Retrieve each line that contains the word "Khwezi" from the entries below.

** Opening Records for this exercise block **

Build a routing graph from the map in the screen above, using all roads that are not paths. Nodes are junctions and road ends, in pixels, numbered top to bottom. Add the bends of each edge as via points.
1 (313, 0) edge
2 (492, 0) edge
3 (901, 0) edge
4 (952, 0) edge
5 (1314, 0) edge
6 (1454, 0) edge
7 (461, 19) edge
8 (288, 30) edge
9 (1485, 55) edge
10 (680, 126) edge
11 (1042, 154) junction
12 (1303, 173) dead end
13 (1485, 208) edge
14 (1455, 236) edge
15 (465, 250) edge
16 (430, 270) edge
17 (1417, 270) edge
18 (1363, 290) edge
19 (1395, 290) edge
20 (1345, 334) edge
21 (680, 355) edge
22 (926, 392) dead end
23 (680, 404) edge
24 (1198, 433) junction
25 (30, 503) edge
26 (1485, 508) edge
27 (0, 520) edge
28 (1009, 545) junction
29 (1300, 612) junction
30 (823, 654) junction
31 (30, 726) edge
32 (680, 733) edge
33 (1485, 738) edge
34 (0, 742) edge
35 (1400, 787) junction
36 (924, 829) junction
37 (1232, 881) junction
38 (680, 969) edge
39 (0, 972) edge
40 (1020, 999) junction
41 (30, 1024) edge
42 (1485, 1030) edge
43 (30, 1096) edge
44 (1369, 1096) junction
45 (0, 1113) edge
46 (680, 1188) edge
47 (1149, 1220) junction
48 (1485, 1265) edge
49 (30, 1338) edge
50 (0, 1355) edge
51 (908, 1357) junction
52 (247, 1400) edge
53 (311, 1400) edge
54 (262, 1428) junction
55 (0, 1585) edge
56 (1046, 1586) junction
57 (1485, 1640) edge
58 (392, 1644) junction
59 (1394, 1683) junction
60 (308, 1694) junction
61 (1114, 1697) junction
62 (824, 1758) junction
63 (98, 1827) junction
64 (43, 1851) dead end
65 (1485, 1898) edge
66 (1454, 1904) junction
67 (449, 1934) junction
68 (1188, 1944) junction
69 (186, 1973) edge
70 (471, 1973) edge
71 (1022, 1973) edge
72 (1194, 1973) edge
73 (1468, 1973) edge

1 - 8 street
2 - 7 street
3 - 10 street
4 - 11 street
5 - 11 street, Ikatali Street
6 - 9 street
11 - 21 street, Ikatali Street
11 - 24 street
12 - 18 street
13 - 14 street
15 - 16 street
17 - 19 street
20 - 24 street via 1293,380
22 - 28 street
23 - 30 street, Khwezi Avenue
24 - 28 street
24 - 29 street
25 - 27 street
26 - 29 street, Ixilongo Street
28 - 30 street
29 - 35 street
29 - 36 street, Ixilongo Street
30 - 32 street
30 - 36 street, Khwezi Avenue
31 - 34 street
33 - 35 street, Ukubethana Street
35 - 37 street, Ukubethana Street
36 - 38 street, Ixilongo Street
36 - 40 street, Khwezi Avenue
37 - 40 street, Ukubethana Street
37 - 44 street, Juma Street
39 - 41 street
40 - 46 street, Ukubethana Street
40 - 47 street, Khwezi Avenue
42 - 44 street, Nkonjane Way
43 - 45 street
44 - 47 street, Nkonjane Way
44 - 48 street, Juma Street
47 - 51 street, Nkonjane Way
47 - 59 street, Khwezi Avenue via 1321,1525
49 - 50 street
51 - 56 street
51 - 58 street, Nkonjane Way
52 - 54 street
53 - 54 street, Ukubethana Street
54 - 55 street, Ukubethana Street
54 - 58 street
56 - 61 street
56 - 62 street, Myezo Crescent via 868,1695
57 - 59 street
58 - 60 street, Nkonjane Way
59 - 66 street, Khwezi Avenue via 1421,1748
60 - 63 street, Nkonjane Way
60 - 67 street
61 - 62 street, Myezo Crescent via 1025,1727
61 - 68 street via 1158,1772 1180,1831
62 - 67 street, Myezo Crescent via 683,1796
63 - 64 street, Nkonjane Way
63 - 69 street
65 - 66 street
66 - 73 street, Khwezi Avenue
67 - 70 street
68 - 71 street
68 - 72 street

** Closing Records for this exercise block **

• _Problem solution_
23 - 30 street, Khwezi Avenue
30 - 36 street, Khwezi Avenue
36 - 40 street, Khwezi Avenue
40 - 47 street, Khwezi Avenue
47 - 59 street, Khwezi Avenue via 1321,1525
59 - 66 street, Khwezi Avenue via 1421,1748
66 - 73 street, Khwezi Avenue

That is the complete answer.